■ What you need to do: Using the data below, find how many lines include the word "serif" and report that figure alone.

== Dataset records

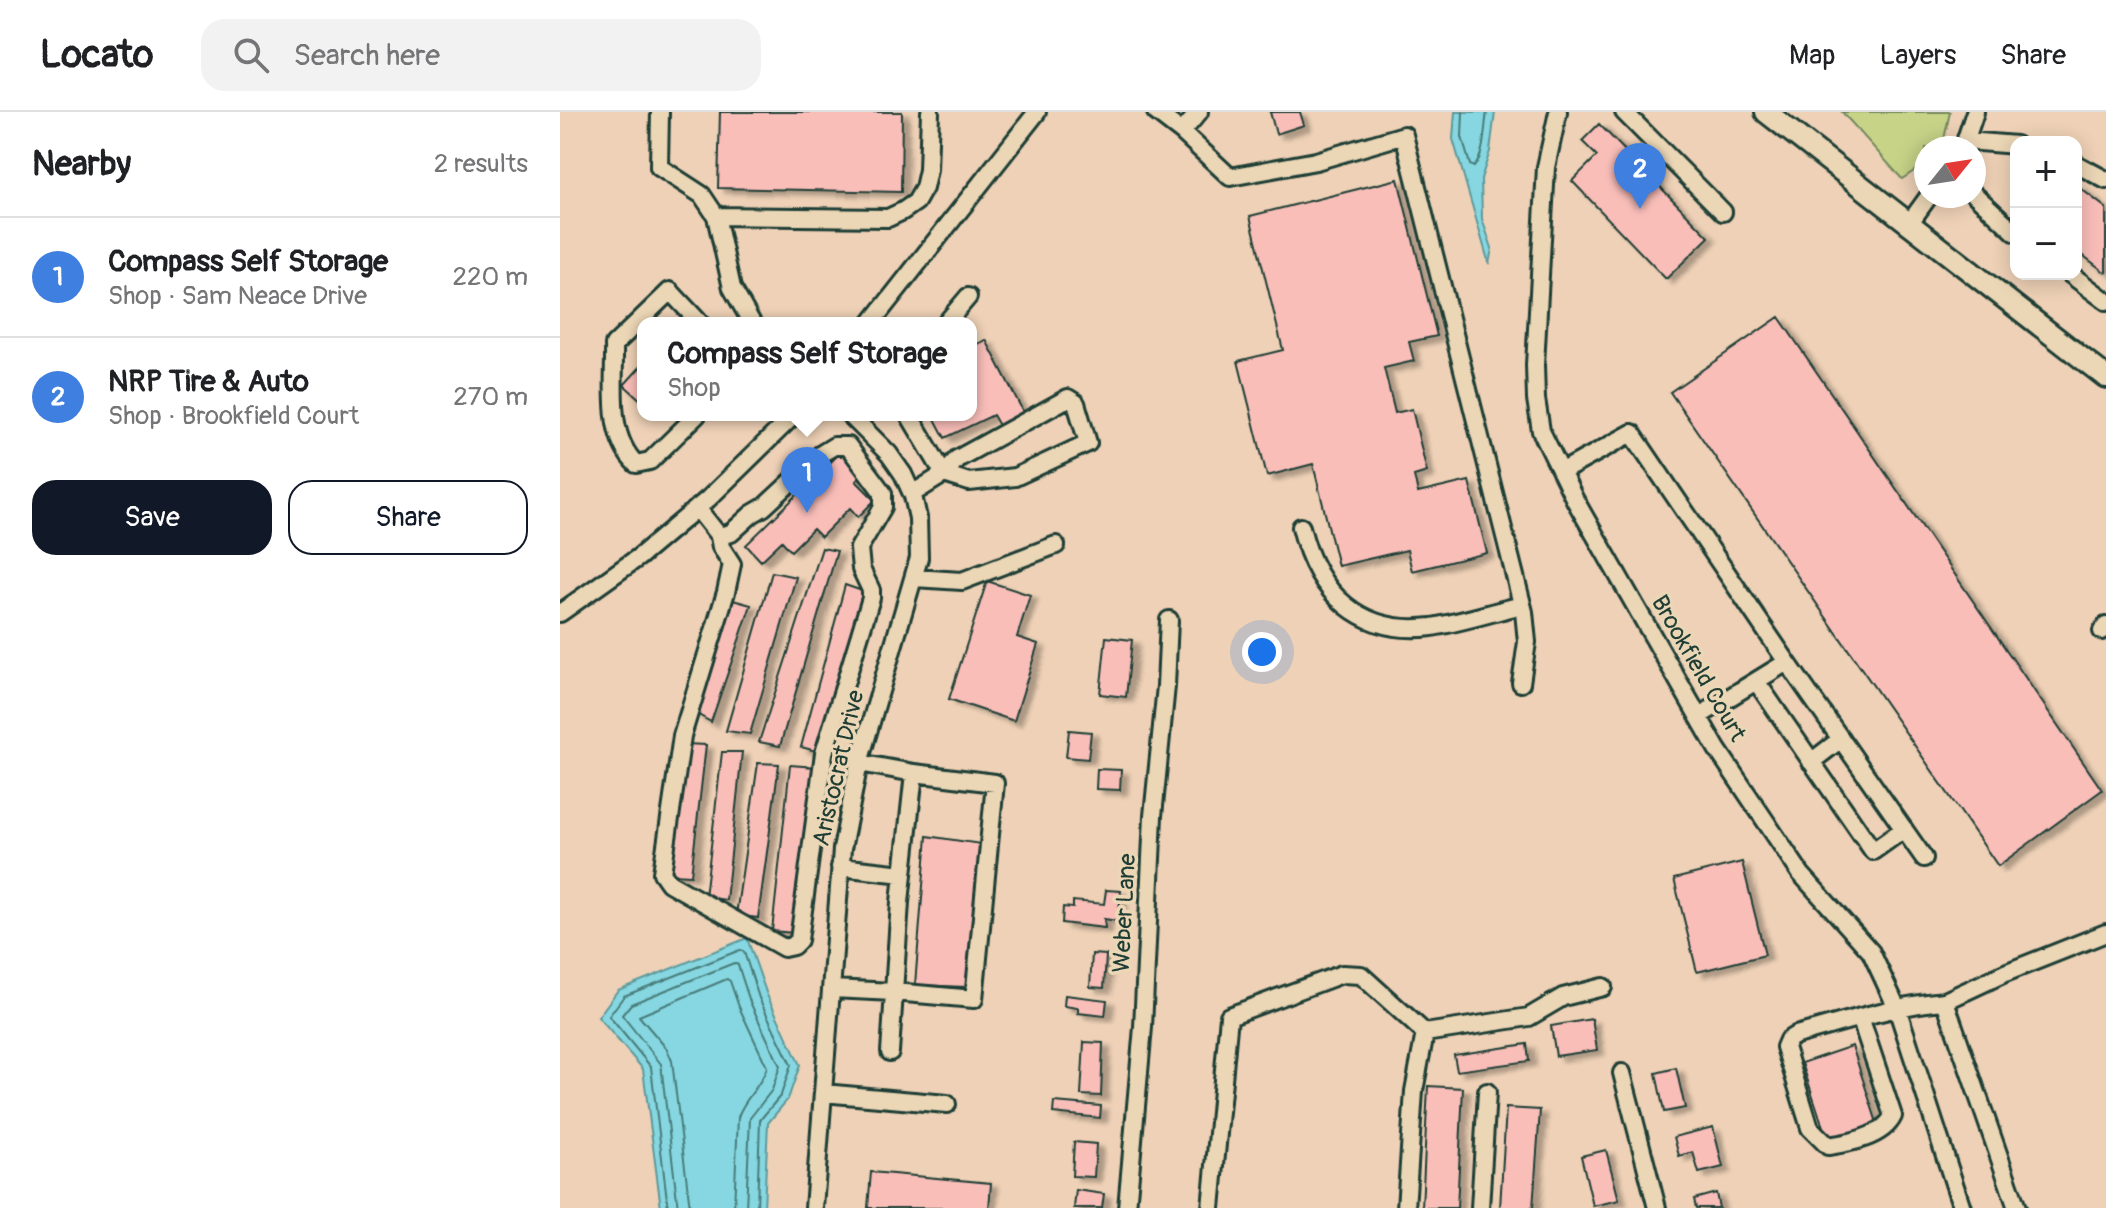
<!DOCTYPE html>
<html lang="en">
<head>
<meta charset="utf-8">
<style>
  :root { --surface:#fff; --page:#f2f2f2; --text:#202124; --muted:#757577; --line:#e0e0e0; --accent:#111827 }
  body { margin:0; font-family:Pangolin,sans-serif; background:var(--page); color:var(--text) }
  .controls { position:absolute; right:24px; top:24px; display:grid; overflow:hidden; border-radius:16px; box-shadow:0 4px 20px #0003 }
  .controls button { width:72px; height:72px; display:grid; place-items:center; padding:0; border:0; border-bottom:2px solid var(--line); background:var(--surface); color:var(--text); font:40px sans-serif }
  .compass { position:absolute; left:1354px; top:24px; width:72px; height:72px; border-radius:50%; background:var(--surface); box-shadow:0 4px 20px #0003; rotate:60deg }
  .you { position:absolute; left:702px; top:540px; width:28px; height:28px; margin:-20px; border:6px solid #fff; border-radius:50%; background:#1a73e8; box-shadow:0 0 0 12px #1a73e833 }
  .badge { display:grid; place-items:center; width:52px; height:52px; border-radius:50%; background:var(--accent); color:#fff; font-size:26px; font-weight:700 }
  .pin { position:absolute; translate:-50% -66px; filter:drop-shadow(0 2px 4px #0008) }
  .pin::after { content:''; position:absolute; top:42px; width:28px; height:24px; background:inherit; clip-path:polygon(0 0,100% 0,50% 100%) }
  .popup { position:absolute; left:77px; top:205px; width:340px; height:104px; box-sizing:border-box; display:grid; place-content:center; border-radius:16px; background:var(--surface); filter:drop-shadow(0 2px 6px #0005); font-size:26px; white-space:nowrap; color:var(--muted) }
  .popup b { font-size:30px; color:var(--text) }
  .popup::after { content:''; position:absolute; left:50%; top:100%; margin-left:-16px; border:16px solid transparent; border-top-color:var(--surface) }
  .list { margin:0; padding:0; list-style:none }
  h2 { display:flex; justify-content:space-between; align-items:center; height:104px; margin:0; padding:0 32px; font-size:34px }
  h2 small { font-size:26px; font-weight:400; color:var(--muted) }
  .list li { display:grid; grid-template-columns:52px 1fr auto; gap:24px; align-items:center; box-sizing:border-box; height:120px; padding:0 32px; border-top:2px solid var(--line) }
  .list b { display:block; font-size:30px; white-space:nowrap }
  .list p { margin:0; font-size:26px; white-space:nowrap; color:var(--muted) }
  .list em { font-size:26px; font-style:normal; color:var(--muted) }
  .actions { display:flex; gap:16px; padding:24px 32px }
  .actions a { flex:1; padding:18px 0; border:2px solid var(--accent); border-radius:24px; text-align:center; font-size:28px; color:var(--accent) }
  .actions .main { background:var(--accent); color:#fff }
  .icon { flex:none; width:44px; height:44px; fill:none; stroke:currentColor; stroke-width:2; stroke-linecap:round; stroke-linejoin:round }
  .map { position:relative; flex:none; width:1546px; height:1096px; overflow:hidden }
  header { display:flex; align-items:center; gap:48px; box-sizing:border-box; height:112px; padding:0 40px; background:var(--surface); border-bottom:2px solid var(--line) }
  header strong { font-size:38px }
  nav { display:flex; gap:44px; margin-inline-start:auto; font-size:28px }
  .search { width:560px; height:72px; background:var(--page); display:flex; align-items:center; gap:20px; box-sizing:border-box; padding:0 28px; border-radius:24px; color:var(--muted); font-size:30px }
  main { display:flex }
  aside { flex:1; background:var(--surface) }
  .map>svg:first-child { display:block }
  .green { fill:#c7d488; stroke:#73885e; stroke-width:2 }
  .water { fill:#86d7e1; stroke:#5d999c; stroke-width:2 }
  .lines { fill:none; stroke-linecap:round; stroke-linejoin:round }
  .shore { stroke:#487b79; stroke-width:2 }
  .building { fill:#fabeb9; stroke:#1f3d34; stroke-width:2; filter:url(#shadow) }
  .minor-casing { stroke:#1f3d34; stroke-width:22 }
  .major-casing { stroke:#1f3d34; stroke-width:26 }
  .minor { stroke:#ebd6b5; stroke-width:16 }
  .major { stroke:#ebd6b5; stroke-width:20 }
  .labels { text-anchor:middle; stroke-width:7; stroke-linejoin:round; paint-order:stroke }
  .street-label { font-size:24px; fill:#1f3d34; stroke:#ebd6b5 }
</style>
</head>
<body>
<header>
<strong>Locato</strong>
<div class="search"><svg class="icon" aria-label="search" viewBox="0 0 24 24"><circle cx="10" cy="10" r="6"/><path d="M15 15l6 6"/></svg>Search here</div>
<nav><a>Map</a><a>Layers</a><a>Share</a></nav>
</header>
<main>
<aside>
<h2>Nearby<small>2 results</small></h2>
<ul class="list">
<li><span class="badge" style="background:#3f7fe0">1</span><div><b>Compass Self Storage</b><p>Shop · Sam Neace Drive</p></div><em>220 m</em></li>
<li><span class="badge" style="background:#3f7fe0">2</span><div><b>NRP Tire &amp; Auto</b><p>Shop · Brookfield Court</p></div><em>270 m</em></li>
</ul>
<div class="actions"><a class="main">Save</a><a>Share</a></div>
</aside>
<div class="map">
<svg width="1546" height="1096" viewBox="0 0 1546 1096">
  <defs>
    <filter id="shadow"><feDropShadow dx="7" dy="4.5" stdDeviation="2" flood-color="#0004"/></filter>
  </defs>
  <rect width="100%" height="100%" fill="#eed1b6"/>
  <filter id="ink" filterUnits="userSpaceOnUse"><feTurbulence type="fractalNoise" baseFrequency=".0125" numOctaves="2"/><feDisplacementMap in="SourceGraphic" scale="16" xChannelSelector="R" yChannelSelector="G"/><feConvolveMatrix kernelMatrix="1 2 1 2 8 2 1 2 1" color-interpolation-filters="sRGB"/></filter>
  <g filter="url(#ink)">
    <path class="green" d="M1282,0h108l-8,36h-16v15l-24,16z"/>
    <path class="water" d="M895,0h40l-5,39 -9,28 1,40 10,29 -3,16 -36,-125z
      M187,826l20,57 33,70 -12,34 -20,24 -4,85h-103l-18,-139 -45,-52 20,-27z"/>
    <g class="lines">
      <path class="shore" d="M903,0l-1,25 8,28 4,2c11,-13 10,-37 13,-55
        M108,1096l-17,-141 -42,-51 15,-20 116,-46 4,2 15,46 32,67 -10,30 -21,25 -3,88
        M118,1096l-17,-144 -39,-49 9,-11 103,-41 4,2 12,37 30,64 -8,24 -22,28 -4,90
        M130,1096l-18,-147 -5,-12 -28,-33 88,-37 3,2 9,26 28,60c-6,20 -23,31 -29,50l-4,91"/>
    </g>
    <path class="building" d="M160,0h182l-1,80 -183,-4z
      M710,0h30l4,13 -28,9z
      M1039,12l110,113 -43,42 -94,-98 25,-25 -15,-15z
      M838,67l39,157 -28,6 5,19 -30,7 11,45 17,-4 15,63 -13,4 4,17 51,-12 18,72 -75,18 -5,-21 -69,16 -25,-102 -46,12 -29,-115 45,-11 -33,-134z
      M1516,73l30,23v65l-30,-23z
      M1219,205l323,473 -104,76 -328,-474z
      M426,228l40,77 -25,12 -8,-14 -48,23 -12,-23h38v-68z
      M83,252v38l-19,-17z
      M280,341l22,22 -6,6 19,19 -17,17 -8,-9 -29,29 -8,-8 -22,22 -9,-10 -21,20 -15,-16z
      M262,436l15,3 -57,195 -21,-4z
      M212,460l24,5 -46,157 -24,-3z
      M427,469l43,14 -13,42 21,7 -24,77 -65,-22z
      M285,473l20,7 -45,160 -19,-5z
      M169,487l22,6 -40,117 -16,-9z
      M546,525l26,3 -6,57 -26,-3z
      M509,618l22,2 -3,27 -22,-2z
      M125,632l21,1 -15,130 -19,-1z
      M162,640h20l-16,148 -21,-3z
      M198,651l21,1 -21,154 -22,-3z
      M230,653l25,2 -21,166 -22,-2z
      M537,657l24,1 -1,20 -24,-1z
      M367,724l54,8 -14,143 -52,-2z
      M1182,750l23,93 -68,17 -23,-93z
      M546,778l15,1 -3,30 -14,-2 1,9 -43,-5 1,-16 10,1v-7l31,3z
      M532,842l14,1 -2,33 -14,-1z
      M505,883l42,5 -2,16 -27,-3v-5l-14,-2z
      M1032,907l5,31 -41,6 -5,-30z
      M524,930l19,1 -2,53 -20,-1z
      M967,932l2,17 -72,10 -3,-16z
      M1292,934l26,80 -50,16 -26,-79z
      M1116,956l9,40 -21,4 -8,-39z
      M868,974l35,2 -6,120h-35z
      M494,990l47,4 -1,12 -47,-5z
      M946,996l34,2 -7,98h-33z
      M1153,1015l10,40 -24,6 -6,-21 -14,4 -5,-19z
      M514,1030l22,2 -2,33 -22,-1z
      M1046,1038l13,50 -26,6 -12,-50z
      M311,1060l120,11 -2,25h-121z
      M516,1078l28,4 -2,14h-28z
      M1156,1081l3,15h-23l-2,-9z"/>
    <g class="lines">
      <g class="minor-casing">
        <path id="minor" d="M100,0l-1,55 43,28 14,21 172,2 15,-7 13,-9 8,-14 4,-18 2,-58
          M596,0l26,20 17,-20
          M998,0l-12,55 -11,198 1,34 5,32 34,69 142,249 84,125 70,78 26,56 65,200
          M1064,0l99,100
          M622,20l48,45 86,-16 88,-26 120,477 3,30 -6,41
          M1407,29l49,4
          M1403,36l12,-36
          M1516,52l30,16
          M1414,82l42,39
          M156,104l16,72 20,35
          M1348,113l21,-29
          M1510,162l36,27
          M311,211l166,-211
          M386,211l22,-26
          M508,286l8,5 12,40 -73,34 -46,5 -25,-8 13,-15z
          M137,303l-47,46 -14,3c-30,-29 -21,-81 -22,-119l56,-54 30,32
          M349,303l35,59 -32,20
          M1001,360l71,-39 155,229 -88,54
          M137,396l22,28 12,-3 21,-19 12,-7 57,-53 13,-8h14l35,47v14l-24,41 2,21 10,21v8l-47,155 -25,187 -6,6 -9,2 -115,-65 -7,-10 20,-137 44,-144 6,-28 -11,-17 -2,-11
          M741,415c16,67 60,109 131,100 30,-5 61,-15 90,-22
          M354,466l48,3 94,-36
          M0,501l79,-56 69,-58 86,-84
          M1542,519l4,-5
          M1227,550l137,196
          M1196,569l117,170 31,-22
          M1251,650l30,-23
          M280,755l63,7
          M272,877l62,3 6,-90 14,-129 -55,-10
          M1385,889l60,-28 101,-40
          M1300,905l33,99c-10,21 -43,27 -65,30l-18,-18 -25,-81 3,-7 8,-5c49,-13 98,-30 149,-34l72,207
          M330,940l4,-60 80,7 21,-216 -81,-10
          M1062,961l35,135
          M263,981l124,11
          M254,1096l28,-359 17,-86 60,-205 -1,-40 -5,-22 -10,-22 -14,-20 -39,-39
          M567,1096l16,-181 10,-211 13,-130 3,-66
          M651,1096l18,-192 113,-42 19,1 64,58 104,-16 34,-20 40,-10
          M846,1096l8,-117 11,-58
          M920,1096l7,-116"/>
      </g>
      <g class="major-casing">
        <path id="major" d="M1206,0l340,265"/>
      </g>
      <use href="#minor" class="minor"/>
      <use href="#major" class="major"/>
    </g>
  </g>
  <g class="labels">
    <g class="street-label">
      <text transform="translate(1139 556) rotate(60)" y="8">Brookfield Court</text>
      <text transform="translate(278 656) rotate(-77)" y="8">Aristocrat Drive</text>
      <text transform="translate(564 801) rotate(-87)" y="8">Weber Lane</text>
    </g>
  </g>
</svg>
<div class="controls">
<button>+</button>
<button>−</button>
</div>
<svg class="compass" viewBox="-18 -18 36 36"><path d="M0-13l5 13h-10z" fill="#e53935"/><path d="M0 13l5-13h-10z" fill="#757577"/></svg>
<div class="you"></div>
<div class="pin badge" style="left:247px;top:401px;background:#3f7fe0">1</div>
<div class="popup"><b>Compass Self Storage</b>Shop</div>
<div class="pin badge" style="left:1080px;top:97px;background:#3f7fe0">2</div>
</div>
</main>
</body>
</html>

====

■ Solution to this problem: 2